« The Zone of Interest », métahistoire

The Zone of Interest
de Jonathan Glazer
Guerre, Drame, Historique
Avec Christian Friedel, Sandra Hüller, Johann Karthaus
Sortie le 31 janvier 2024

A l’aide d’un dispositif de captation inédit, Jonathan Glazer décrit le quotidien familial de Rudolf Höss, commandant d’Auschwitz, et de son épouse Hedwig qui s’affaire à ordonner leur petit coin de paradis accolé aux camps de la mort.

Cinéaste rare (quatre films en vingt-trois ans), Jonathan Glazer construit une œuvre atypique et cohérente, dont chaque film repose sur un argument narratif inédit doublé d’un concept porteur : la confrontation entre Nicole Kidman et un enfant dans lequel serait réincarné son mari défunt pour Birth ; le grimage de Scarlett Johansson en alien sillonnant l’Ecosse à la recherche de proies humaines sous les caméras cachées d’Under the Skin. Avec The Zone of Interest, dernier prototype du cinéaste britannique, il s’agira cette fois d’observer la banalité du mal à l’œuvre dans le processus d’extermination systématique du peuple juif dans les camps de la mort.

Cette ambition de conduire un examen quasi scientifique s’incarne avant tout dans la qualité plastique du film. Avec son chef opérateur Łukasz Zal, Glazer compose une image crue, hideusement nette et hyper réelle, à l’avenant du projet d’observation méticuleuse du quotidien familial et ordinaire d’un bourreau. Le réalisateur pousse cette recherche d’une précision chirurgicale à son paroxysme via un dispositif de captation inédit : dix caméras fixement installées sur la propriété, permettant ainsi aux acteurices de jouer en totale autonomie sur le plateau, scruté.e.s par l’œil omniscient et attentif du cinéaste-chercheur. Effaçant ainsi la présence surplombante du réalisateur au profit de l’approche mesurée d’un homme de science, le procédé nous plonge directement au contact des personnages dans un effet de réel saisissant.

Mais si l’image brille par sa clarté, ça n’est que pour mieux souligner l’importance de ce qui en absent, et le solide édifice conceptuel bâti par Jonathan Glazer de reposer tout entier sur le hors-champ. Cloisonné de hauts murs et barbelés, la maison et le jardin de la famille Höss sont préservés de l’horreur perpétuée sous leurs fenêtres qui se signale par le son : cris d’effroi, coups de feu, ronronnements des fours crématoires.

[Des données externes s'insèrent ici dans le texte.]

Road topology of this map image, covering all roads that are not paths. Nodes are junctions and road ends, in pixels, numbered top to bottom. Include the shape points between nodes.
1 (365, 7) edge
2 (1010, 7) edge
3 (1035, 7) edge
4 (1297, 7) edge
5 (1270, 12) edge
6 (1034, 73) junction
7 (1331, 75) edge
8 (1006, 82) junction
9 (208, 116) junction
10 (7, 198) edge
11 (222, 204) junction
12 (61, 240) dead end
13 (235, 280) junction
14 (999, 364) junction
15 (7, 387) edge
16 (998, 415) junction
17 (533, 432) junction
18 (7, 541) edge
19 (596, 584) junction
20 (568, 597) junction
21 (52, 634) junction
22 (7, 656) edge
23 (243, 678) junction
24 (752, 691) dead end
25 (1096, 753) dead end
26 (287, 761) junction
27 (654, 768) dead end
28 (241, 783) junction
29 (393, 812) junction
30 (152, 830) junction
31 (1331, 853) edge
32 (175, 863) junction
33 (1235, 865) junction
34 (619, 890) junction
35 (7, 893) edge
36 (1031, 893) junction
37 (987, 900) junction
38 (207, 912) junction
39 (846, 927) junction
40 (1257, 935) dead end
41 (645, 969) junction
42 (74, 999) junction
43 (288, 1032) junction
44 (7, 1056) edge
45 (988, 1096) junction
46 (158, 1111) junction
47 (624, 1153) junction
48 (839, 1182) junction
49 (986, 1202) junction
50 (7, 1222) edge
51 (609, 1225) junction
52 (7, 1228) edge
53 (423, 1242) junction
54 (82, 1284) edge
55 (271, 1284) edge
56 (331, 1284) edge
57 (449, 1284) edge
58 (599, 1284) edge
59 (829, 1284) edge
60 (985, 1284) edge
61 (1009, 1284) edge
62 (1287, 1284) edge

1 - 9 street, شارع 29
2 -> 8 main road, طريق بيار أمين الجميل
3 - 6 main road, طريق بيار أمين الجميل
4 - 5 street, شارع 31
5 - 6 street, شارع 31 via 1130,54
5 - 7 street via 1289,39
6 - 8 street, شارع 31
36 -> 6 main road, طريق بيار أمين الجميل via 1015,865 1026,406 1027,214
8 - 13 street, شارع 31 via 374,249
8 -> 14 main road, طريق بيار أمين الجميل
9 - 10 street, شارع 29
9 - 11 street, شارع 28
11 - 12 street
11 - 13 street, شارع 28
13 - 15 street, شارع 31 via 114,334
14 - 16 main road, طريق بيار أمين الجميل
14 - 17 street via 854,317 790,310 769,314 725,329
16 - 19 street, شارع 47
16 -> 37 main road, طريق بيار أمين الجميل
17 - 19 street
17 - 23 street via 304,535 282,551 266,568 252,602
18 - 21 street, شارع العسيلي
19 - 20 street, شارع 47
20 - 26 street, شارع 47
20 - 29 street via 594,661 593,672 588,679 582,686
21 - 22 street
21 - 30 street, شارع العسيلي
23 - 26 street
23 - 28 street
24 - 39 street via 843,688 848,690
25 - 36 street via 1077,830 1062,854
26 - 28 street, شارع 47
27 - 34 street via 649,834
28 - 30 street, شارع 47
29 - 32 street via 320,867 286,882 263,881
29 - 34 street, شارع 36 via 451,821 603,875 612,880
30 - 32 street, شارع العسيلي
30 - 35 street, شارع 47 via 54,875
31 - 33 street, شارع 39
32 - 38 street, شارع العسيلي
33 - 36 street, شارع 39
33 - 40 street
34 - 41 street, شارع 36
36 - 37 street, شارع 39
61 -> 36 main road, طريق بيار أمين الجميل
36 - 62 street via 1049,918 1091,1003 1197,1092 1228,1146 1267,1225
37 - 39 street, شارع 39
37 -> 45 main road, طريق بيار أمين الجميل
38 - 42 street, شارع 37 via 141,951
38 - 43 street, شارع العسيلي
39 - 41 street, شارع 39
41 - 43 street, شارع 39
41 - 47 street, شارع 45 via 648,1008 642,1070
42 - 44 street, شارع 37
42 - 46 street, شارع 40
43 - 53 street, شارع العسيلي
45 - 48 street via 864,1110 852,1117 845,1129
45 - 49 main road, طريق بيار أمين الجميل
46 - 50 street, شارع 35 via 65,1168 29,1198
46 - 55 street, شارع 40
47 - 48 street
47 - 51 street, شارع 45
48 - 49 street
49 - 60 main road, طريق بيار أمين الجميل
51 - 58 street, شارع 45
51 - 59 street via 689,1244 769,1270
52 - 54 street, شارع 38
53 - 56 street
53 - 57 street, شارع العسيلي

L’image et le son sont ainsi mises dos à dos, frictionnés, jusqu’à l’étourdissement. Ainsi d’une séquence lunaire où Hedwig fait visiter à sa mère extatique le jardin en fleurs (« c’est un véritable paradis » dira-t-elle), dont les massifs proprets peinent à détourner l’attention des sons glaçants provenant de l’autre côté du mur.

La collision spatiale orchestrée par le son et l’image, imageant en nous ce que les personnages s’efforcent d’occulter, se double d’une collision temporelle qui advient par le truchement d’un raccord hallucinant. Rapprochant passé et présent, la juxtaposition des deux plans inscrit le film dans un travail de mémoire dont Glazer se fait le garant, tout en produisant un vertige similaire au célèbre raccord de 2001, l’Odyssée de l’espace, par lequel Kubrick reliait l’aube de l’humanité à la conquête spatiale. The Zone of Interest se déploie alors au delà d’une réflexion sur la banalité des monstres pour épouser les contours d’une métahistoire – la quête d’un sens au travers des soubresauts douloureux de notre humanité.